Malcolm Shabazz, Grandson of Malcolm X, Slain in Mexico

John Newland, NBC News, May 11, 2013

Malcolm Shabazz, grandson of the late civil rights activist Malcolm X, was killed Thursday in Mexico in an apparent beating outside a bar.

Shabazz, 28, had traveled to Mexico to meet with a leader of a California activist and rights group known as Rumec, according to a report in Talking Points Memo, which quoted Juan Ruiz, a member of the organization. The leader, Miguel Suarez, had been deported last month to Mexico by U.S. officials.

Suarez told The Associated Press that Shabazz had traveled to Mexico to support him and his movement. He said he was with Shabazz when Shabazz was beaten up at a bar near Plaza Garibaldi, a downtown square that is home to Mexico City’s mariachis.

“We were dancing with the girls and drinking,” Suarez said. Then the owner of the bar wanted them to pay a $1,200 bar tab for music, drinks and the women’s companionship.

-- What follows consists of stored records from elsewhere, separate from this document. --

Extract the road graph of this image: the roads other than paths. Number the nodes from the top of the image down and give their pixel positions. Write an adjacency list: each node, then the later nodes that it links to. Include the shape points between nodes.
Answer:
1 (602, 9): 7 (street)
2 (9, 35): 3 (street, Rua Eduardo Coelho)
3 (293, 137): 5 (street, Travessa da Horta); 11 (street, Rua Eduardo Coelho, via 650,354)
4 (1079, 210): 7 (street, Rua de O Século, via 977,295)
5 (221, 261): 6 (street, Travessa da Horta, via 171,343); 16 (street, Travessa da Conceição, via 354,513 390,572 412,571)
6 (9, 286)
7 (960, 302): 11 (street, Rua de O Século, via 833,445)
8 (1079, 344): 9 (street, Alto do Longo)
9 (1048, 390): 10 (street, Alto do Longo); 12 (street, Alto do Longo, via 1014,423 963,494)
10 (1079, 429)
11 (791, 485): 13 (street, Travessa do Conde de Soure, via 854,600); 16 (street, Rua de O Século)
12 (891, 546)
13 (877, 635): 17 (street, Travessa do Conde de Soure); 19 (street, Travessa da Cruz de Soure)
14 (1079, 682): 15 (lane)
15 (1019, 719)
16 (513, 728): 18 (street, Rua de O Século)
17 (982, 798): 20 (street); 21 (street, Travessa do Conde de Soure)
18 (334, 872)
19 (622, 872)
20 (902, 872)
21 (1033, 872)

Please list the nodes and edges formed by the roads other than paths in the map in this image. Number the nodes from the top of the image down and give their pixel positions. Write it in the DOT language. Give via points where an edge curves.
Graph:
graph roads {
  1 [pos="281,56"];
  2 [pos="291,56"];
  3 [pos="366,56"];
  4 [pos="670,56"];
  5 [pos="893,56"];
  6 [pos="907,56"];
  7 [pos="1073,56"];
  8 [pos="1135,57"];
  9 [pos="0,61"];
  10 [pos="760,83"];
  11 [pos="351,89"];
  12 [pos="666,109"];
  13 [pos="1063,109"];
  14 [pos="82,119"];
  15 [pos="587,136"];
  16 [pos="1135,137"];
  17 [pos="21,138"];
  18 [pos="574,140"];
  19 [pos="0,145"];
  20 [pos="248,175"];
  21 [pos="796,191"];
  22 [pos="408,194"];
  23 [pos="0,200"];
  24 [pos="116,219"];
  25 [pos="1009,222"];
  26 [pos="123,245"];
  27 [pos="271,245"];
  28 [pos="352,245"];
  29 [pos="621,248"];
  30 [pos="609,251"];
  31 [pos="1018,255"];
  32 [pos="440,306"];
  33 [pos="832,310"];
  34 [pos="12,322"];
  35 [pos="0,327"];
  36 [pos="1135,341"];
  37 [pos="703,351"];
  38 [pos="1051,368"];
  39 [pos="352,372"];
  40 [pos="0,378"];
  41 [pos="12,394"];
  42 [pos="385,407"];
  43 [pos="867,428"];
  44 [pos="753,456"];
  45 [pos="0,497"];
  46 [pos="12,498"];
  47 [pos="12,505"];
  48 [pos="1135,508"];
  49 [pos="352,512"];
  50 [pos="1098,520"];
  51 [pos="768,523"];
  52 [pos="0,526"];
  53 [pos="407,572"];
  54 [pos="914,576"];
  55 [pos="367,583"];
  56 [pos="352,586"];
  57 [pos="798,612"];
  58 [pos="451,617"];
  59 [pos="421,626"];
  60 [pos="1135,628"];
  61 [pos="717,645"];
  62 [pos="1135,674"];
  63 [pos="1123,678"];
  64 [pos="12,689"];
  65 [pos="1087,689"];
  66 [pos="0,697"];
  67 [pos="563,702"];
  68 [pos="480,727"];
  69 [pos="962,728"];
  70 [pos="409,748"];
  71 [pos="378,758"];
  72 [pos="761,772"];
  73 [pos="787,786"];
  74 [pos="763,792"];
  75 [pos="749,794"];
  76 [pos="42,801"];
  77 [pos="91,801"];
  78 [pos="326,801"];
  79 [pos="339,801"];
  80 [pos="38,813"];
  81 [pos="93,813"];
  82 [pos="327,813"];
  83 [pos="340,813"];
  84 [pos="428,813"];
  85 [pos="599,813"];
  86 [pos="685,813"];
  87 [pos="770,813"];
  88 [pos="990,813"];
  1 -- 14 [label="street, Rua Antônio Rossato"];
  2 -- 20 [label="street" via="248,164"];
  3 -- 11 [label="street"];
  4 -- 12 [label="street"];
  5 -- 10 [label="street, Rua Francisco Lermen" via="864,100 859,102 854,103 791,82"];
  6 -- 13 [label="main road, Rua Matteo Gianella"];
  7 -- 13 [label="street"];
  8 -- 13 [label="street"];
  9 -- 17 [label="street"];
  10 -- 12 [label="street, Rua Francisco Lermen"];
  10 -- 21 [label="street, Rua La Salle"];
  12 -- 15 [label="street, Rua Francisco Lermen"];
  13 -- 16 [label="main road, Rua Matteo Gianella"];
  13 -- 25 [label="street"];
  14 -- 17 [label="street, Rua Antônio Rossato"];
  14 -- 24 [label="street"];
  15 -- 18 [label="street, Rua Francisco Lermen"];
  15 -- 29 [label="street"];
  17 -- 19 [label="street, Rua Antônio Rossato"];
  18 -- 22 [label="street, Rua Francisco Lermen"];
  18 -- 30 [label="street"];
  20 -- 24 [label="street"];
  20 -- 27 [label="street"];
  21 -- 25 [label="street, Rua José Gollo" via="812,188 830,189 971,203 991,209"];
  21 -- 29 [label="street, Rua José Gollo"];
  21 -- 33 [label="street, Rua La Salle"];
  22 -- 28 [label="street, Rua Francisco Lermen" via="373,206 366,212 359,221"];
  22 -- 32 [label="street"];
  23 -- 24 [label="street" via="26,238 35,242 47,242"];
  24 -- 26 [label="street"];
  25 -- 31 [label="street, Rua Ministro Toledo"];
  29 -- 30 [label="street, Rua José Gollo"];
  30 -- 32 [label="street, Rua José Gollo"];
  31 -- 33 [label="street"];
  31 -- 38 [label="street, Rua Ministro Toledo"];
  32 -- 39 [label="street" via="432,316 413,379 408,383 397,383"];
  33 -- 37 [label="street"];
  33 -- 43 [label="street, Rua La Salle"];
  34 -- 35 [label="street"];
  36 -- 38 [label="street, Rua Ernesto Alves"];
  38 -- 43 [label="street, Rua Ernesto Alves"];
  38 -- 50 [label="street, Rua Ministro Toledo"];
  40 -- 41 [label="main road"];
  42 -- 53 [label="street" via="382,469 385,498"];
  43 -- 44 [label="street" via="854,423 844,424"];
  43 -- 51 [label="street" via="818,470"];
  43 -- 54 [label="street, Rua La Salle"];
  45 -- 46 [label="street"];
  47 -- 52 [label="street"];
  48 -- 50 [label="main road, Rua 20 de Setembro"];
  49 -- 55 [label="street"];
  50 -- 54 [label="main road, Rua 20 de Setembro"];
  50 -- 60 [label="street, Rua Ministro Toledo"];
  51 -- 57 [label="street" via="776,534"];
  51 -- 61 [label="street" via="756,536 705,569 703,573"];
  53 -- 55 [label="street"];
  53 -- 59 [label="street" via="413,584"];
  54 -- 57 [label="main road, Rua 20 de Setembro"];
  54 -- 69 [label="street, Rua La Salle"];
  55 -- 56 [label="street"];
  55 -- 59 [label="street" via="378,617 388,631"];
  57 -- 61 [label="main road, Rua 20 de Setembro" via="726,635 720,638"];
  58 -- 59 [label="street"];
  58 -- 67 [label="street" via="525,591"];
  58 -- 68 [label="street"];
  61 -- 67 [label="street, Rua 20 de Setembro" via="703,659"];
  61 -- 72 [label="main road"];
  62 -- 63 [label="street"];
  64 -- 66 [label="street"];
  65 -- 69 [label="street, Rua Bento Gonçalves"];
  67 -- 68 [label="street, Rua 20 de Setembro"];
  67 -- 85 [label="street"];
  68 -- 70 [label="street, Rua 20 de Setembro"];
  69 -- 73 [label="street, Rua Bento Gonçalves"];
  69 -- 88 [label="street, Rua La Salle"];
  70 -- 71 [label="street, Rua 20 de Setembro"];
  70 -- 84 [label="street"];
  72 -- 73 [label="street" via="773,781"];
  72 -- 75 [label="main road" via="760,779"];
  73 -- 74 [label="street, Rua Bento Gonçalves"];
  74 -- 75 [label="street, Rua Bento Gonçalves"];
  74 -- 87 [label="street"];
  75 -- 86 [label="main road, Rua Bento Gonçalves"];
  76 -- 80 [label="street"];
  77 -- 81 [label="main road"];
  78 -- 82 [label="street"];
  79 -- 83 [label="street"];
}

Suarez said a man with a gun took him to a separate room and he heard a violent commotion in the hall. He said he escaped and came back minutes later in a cab to look for Shabazz, whom he found on the ground outside the bar.

“He was in shock. His face was messed up,” Suarez told the AP, saying he took Shabazz to a hospital but that his friend died hours later of blunt-force injuries.


Shabazz had a turbulent childhood and adolescence. His mother, Qubilah Shabazz, was indicted on charges of plotting to kill the Nation of Islam leader Louis Farrakhan, who some suspected was involved in Malcolm X’s assassination. Qubilah Shabazz was Malcolm X’s second daughter.

In light of his mother’s legal and personal troubles, Shabazz was placed at a young age in the custody of Betty Shabazz, his grandmother and Malcolm X’s widow. On June 1, 1997, Shabazz, then 12, set a fire in his grandmother’s Yonkers, N.Y., apartment that left the woman critically injured. She died later that month from those injuries.

Shabazz pleaded guilty to setting the blaze and was sentenced to 18 months in juvenile detention for manslaughter and arson. That sentence could be re-evaluated every year until he turned 18.

He got out after four years, but two years later, at age 18, he landed in prison on a charge of attempted robbery.

Months after his release in 2006, Shabazz was arrested again after punching a hole in the window of a doughnut shop.